Le etichette sulle nostre bottiglie di vino, così come quelle presenti su un’infinità di altri prodotti quotidiani, sono spesso ricolme di parole complicate (per la maggior parte di noi) e delle volte addirittura spaventose. Una recente indagine americana ha cercato di svelare quali siano gli elementi che, a torto o ragione, possono spaventare di più i consumatori e quali, invece, avrebbero più piacere che venissero riportati.
La ricerca, realizzata da Wine Market Council, è stata svolta su più di mille soggetti: in parte bevitori basici (più di una volta a settimana) e in parte bevitori morigerati (meno di una volta a settimana); per il 60% donne e per la metà laureati; un terzo in età giovane, un terzo di mezz’età e un terzo oltre i 60 anni. Secondo i dati emersi spaventano molto (sovente senza ragione apparente), qui come in altri settori alimentari, i nomi di origine chimica: oltre il 50% degli intervistati, ad esempio, ritiene che l’anidride solforosa sia un ingrediente negativo, mentre nomi “non chimici” come “concentrato d’uva” portano a casa un 61% di pareri positivi. Paradossalmente, sempre per questioni di fobie etimologiche, solamente il 13% dei campioni ha considerato i “tannini di quercia” come qualcosa di sgradito, nonostante derivino perlopiù da residui aggiunti dai serbatoi.

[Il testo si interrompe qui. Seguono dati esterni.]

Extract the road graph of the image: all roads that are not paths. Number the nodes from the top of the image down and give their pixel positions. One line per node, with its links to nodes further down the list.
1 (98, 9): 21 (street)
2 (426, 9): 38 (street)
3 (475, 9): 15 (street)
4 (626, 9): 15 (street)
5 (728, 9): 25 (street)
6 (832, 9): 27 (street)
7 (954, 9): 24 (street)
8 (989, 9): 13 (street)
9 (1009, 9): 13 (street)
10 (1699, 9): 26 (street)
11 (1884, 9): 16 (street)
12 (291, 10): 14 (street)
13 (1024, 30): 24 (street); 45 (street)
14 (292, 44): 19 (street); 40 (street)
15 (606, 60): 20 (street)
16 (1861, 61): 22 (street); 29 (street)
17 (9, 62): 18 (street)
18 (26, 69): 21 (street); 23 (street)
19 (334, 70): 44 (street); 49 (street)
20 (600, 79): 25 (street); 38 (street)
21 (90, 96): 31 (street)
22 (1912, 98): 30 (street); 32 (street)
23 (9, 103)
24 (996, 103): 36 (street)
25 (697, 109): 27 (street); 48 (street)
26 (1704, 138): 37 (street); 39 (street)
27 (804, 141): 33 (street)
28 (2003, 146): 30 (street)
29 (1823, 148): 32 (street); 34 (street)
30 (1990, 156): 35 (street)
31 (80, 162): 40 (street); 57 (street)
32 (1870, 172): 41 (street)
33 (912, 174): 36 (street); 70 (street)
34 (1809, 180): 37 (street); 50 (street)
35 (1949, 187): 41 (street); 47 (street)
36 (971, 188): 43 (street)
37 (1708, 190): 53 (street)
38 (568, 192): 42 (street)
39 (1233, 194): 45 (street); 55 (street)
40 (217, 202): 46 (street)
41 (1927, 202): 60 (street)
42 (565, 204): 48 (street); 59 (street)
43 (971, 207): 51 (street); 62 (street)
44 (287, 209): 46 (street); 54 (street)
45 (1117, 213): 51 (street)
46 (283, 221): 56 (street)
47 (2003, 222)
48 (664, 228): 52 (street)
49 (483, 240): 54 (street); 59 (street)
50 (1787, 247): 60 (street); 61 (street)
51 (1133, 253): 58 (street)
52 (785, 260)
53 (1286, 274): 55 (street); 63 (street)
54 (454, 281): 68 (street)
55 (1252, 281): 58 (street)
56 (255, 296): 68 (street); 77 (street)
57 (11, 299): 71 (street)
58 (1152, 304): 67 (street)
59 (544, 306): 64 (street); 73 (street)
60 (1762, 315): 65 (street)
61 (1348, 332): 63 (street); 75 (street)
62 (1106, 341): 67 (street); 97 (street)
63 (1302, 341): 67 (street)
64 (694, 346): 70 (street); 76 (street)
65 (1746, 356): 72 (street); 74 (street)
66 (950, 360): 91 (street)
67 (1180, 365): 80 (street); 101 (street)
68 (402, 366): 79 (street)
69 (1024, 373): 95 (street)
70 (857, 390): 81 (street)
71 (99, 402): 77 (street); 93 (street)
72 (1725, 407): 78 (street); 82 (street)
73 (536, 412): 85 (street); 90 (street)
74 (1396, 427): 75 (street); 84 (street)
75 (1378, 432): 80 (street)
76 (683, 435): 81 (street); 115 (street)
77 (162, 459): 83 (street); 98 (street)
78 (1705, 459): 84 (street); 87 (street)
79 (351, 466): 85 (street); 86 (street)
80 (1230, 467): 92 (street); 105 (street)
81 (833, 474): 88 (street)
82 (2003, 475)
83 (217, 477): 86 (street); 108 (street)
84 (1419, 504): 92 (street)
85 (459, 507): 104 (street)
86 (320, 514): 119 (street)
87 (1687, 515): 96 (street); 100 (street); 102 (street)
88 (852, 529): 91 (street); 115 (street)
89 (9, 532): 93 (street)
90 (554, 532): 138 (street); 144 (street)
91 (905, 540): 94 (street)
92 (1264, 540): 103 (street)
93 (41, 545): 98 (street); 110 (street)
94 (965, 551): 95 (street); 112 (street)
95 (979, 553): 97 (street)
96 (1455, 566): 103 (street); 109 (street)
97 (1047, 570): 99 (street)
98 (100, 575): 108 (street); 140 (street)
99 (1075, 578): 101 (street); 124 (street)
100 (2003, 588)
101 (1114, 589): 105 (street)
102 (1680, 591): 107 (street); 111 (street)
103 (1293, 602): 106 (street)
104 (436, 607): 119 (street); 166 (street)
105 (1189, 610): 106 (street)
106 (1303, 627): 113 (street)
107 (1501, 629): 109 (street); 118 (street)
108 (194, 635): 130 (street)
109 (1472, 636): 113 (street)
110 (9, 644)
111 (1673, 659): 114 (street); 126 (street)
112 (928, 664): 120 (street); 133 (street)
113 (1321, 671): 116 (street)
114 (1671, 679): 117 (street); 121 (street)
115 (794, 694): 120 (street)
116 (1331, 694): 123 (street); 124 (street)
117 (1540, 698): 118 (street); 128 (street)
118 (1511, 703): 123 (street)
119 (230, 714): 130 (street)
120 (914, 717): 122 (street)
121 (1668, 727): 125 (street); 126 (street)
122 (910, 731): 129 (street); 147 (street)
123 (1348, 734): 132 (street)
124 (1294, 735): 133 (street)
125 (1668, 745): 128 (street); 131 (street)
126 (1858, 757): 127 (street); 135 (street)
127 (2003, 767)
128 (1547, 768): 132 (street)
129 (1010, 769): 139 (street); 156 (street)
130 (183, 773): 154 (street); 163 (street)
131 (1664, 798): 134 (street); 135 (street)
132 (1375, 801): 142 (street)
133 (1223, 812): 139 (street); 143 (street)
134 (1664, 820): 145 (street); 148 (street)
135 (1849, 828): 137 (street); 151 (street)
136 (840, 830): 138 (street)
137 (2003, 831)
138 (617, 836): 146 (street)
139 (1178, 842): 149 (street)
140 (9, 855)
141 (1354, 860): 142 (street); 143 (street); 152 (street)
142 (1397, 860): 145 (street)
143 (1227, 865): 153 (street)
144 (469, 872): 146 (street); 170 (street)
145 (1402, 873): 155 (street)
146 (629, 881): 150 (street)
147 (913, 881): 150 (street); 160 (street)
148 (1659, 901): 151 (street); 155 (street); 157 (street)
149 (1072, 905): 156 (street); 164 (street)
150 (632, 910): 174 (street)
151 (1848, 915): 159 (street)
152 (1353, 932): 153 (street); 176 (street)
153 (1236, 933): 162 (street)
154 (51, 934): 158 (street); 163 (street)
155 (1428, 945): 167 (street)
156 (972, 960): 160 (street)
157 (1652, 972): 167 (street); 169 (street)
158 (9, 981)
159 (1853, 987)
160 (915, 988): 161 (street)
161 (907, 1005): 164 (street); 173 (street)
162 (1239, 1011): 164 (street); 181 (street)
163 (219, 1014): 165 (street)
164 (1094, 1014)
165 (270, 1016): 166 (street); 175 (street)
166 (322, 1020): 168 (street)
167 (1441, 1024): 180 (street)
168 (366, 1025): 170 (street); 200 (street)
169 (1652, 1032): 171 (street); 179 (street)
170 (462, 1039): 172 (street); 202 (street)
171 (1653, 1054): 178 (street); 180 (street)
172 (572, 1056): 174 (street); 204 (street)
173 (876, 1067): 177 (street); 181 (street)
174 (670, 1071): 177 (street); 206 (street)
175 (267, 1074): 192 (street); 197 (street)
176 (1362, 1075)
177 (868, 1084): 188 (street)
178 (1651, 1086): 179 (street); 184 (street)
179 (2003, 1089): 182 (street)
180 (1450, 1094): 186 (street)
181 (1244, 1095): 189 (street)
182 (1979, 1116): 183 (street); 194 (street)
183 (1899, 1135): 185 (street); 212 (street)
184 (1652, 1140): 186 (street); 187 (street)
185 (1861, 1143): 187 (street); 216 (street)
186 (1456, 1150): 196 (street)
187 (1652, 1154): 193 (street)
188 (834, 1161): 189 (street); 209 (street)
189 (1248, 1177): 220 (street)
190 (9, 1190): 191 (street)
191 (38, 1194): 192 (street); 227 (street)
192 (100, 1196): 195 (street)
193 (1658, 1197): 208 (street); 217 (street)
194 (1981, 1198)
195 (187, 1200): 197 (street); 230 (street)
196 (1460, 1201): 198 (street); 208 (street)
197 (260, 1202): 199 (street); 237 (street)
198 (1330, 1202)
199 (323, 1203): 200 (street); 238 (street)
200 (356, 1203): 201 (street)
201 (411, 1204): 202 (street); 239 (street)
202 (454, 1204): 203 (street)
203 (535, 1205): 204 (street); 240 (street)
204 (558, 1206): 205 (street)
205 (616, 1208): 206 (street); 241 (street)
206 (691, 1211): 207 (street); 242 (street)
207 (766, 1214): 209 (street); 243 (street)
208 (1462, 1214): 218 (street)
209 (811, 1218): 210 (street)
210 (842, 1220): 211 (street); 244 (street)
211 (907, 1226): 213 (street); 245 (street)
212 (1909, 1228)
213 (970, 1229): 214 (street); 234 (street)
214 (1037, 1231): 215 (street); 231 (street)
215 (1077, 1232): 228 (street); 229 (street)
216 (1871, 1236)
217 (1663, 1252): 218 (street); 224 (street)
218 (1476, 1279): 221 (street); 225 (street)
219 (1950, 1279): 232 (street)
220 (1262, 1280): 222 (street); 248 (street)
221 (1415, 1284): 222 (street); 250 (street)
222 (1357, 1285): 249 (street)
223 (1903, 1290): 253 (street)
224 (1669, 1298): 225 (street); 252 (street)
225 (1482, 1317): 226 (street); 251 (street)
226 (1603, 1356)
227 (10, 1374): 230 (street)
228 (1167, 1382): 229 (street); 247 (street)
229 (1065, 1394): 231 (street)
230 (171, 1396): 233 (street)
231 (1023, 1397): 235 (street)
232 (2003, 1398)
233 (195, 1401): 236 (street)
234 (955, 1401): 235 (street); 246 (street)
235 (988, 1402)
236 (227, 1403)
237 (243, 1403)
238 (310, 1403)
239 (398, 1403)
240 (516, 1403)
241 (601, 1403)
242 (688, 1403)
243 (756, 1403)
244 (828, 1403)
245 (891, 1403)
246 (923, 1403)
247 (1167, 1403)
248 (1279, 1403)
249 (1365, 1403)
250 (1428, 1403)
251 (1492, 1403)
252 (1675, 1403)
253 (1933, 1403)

Tutti concordi poi, per convinzioni probabilmente derivanti da correnti salutiste, sull’importanza di riportare sulle etichette un eventuale basso contenuto di zuccheri. Molti americani, infine, sempre per un’evidente percezione distorta, sono convinti che il vino sia ricco di zuccheri aggiunti, in percentuali molto più elevate rispetto ad altre bevande. Tutti questi dati potrebbero tornare molto utili, in un’ottica di rivisitazione di standard e regolamentazioni su cosa riportare sulle nostre bottiglie e perfino sul come riportalo.